Sever the Bonds

Today bonds were severed again. It happened so abruptly, so unexpectedly but so familiarly to the last time it happened to me. Last time I was the severer; this time I was the severed. Be it karma or not, surely being at the receiving end hurt more than at the other. But in either position, the severing would still have to be. Emotions from pain and anguish do cloud the mind, and no matter how hard you try to consider the other person’s feelings, you can’t do anything but protect your own.

 

It distresses me to think just how weak we all are as humans; that we would be willing to trade away our friends, betray them, in order to protect our pitiful selves. But in fact we were the ones that were betrayed, and our hearts were the betrayer. If feelings did not cloud our judgement, did not twist the fact that we stand strong together with our comrades, then there would be no need for this severing of bonds. Sadly, we are weak. We, with our strong desires to protect and love those important to us, are weak; perhaps even too weak to carry out our desired duties. And the bottom line question becomes: “Why bother creating bonds with other people when our hearts betray us, when we can’t be sure of protecting them, and when the relationship probably won’t last?” It’s a question I fear asking, and yet the answer for which I earnestly seek.

 

Perhaps one things that redeems it all is that bonds are not severed to a point where they can never be made again. Bonds are broken in hope that a stronger bond can be re-forged at a later time. That is our hope when we discard a friend because of hurt. We hope to find them again but without that hurt so that a stronger bond can be formed. But we don’t know whether that can happen or not; we can never be certain that forging a better relationship will be successful or not. And in that, we play a hard risk: we risk our tainted relationships in order to forge better ones, or to lose them entirely and forever. I wonder why our hearts can cloud our love for our friends so much that we overlook the risk of losing them forever? Or is it that in the depths of the shadows of our hearts we find a glimpse of faith in the other person; something that tells us: “Surely the bond will be repaired and made stronger”?

 

As much as I didn’t want to face a severing, it wasn’t something I could run away from; the other person was feeling too much hurt.

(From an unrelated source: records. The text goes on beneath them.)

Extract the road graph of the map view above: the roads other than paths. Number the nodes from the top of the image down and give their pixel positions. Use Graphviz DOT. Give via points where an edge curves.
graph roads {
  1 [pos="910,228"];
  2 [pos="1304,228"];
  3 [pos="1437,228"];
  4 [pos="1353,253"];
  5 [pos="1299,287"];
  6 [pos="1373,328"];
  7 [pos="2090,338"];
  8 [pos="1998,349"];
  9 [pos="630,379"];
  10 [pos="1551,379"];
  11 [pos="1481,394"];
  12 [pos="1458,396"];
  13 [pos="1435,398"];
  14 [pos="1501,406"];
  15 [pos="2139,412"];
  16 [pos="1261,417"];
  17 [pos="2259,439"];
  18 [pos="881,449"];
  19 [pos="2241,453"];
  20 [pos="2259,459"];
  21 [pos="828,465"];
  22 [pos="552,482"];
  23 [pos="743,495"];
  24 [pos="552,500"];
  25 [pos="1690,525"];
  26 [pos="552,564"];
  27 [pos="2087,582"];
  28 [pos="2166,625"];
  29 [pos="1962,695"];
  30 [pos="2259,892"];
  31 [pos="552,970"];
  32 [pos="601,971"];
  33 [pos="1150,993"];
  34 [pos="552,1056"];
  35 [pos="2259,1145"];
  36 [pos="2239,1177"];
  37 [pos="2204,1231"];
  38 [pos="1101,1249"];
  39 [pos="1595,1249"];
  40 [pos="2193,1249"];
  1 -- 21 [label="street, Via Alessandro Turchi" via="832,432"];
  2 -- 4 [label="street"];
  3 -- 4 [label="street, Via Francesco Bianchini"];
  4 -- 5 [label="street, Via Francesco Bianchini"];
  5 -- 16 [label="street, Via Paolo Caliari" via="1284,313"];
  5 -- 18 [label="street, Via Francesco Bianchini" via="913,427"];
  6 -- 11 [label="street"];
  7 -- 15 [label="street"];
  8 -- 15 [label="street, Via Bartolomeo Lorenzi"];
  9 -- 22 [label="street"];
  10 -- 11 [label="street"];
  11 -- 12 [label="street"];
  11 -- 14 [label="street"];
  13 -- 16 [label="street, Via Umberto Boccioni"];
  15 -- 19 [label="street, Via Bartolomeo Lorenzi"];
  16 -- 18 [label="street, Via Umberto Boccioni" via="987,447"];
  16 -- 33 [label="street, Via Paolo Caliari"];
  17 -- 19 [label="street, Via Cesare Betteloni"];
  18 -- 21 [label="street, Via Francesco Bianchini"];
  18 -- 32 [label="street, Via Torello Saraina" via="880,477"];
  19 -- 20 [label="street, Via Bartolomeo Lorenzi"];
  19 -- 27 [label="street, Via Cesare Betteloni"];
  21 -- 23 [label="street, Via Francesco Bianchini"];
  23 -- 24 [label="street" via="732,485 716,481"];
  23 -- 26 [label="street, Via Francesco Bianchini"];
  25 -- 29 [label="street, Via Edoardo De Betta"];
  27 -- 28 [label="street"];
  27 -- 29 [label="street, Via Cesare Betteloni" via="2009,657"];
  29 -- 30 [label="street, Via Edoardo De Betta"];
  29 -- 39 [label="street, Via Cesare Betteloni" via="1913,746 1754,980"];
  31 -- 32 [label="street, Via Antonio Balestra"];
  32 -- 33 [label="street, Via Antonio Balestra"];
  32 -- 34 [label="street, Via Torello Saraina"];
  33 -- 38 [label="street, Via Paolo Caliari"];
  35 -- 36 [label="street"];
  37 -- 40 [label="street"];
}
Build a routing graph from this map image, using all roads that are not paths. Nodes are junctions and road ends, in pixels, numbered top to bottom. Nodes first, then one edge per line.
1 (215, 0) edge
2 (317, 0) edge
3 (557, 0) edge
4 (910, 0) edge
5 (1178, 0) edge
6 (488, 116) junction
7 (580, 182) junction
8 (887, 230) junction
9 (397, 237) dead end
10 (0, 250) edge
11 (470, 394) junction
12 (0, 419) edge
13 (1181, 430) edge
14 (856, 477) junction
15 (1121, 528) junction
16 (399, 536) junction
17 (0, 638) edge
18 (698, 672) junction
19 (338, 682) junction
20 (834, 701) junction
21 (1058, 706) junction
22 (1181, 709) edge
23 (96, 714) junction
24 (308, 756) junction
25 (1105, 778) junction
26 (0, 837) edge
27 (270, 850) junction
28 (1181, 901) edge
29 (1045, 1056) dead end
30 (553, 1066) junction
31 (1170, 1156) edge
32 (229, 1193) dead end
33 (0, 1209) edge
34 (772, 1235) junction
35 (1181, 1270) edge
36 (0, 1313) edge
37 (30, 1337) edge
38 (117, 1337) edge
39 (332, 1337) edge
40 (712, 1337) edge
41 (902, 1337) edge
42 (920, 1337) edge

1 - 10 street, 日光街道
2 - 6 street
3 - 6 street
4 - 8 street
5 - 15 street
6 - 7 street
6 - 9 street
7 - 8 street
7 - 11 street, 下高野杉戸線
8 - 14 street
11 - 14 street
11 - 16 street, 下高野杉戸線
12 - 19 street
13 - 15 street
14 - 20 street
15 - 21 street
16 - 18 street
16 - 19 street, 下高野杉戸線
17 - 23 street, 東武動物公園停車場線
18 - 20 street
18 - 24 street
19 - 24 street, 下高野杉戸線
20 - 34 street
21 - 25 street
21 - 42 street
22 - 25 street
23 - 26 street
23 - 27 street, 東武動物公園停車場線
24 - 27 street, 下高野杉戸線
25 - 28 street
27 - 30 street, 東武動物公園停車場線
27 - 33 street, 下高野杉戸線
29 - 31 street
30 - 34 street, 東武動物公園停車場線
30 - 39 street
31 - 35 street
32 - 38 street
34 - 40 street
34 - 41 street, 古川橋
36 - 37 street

And again the same feelings went through my mind; that of betrayal, that of faithlessness, and that of sheer sorrow – more commonly associated with grief; asking the question: “Why?” even though we already know the answer. You shake your head again wondering why we humans are so weak, but even if you find your answer, there’s nothing you can do to change that weakness. It inevitably will happen again and again, and every time you’ll ask the same question, realise the same answer and come to expect it again like a routine.

 

The last person I severed bonds with was one which I felt great hatred and frustration towards by the time my heart had taken over my mind. And in the blink of an eye I did something I thought I regretted. But I knew the reason why I did it, I did hold that hope and faith in my mind when I did it but at the same time there was a sudden rush of hurt which made me feel regret. But before that regret could make me erase anything, things were already written in black and white, inerasable, unchangeable. The only thing left to do was to continue writing, continue trying to forge a stronger bond.

 

And perhaps one of the greatest tools that aids us in doing so is time. I will admit that after six months of having been out of complete contact with the other person, my hate, sorrow and regret have nearly faded away. And ironically what comes to light is in fact our strength: the ability to forgive and forget, to remember the warmth and desire to return to that warmth. As pitiful as we generally are, we still have our strengths; and I all the more eagerly thank God for granting us the ability, the heart, to forgive and forget.

 

I yearn to re-forge the bond with the friend that I lost; I yearn to apologise for the pain I caused in the severing, the gamble I took in trading away our friendship. And for once I feel a sincere hope that we can do it: that we can forge a stronger bond this time; I don’t whether it will come to pass, but if time can age us to be stronger today than six months ago, then surely we stand a better chance at it now than back then. I hope the opportunity comes around where I can see that person again; I fear slightly that time’s magic has not yet washed away her end of the sorrow. I wish I could take it away if it wasn’t but then again, I know I don’t have that ability to.

 

But this time round, perhaps I was shown the mercy that I did not deserve. And this time, there was not as much hate and soon enough the answer that I knew all along popped back into my mind; and I realize now why the severing took place, what purpose it was for. But this time I also know that the bond was not severed so that it can never be made whole again. This time there is hope, there is faith, more importantly there is time, and this time I can raise my head from sorrow and hate and say with complete confidence that in due time, the bond will be re-forged, stronger than it ever was, strong enough perhaps that it never needs to be severed again.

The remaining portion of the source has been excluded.